_Materials provided_.
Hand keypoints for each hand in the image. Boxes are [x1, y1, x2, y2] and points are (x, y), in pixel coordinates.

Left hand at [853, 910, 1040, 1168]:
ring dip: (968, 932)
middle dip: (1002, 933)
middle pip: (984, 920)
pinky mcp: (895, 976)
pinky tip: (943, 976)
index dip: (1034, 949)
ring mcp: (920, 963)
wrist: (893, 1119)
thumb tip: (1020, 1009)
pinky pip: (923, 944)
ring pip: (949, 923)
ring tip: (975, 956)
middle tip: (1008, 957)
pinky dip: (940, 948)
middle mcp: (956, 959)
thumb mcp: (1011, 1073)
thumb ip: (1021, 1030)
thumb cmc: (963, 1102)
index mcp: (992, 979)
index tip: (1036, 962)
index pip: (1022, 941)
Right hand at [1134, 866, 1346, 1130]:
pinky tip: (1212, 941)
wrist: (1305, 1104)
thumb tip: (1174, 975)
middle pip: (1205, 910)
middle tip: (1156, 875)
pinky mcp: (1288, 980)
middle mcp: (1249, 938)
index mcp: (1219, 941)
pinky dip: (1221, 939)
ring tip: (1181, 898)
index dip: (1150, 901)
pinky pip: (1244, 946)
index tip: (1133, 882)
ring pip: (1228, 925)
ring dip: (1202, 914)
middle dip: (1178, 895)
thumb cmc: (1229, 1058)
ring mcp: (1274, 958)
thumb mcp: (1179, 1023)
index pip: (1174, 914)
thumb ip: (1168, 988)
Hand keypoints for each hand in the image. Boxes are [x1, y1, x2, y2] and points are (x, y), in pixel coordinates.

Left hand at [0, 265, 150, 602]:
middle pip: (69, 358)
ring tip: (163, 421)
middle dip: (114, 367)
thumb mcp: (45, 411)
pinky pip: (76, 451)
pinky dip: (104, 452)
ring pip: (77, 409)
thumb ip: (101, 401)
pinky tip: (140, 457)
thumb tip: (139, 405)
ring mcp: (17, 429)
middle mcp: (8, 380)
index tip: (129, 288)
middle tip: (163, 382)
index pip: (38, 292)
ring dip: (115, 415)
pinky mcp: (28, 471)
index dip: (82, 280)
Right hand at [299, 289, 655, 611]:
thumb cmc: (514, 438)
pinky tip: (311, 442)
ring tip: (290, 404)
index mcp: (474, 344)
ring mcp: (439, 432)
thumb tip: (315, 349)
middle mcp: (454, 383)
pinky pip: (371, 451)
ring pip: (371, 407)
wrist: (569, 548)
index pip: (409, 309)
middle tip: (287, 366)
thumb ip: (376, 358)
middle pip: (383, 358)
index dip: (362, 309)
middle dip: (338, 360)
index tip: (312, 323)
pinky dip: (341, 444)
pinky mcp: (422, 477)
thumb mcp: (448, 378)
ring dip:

_Exercise objective_. Your task is to repeat the entries exactly.

_Task response_.
Hand keypoints for each hand in the image. Boxes are [x1, y1, x2, y2] and points are (x, y), in pixel coordinates.

Left hand at [853, 910, 1040, 1168]:
ring dip: (968, 932)
middle dip: (1002, 933)
middle pip: (984, 920)
pinky mcp: (895, 976)
pinky tip: (943, 976)
index dip: (1034, 949)
ring mcp: (920, 963)
wrist: (893, 1119)
thumb tip: (1020, 1009)
pinky pip: (923, 944)
ring pip: (949, 923)
ring tip: (975, 956)
middle tip: (1008, 957)
pinky dip: (940, 948)
middle mcp: (956, 959)
thumb mcp: (1011, 1073)
thumb ip: (1021, 1030)
thumb cmc: (963, 1102)
index mcp: (992, 979)
index tip: (1036, 962)
index pip: (1022, 941)
Right hand at [1134, 866, 1346, 1130]:
pinky tip: (1212, 941)
wrist: (1305, 1104)
thumb tip: (1174, 975)
middle pip: (1205, 910)
middle tip: (1156, 875)
pinky mcp: (1288, 980)
middle mcp: (1249, 938)
index mcp: (1219, 941)
pinky dip: (1221, 939)
ring tip: (1181, 898)
index dip: (1150, 901)
pinky pip: (1244, 946)
index tip: (1133, 882)
ring pip: (1228, 925)
ring dip: (1202, 914)
middle dip: (1178, 895)
thumb cmc: (1229, 1058)
ring mcp: (1274, 958)
thumb mcp: (1179, 1023)
index pip: (1174, 914)
thumb ip: (1168, 988)
Hand keypoints for each hand in the image. Boxes are [x1, y1, x2, y2] and points are (x, y), in pixel coordinates.

Left hand at [0, 265, 150, 602]:
middle pip: (69, 358)
ring tip: (163, 421)
middle dip: (114, 367)
thumb mcp: (45, 411)
pinky pip: (76, 451)
pinky dip: (104, 452)
ring pip: (77, 409)
thumb ip: (101, 401)
pinky tip: (140, 457)
thumb tip: (139, 405)
ring mcp: (17, 429)
middle mcp: (8, 380)
index tip: (129, 288)
middle tip: (163, 382)
index pip: (38, 292)
ring dip: (115, 415)
pinky mcp: (28, 471)
index dip: (82, 280)
Right hand at [299, 289, 655, 611]:
thumb cmc: (514, 438)
pinky tip: (311, 442)
ring tip: (290, 404)
index mcp: (474, 344)
ring mcp: (439, 432)
thumb tip: (315, 349)
middle mcp: (454, 383)
pinky pip: (371, 451)
ring pip: (371, 407)
wrist: (569, 548)
index pip: (409, 309)
middle tip: (287, 366)
thumb ip: (376, 358)
middle pip: (383, 358)
index dip: (362, 309)
middle dip: (338, 360)
index tip: (312, 323)
pinky dip: (341, 444)
pinky mcp: (422, 477)
thumb mcp: (448, 378)
ring dip:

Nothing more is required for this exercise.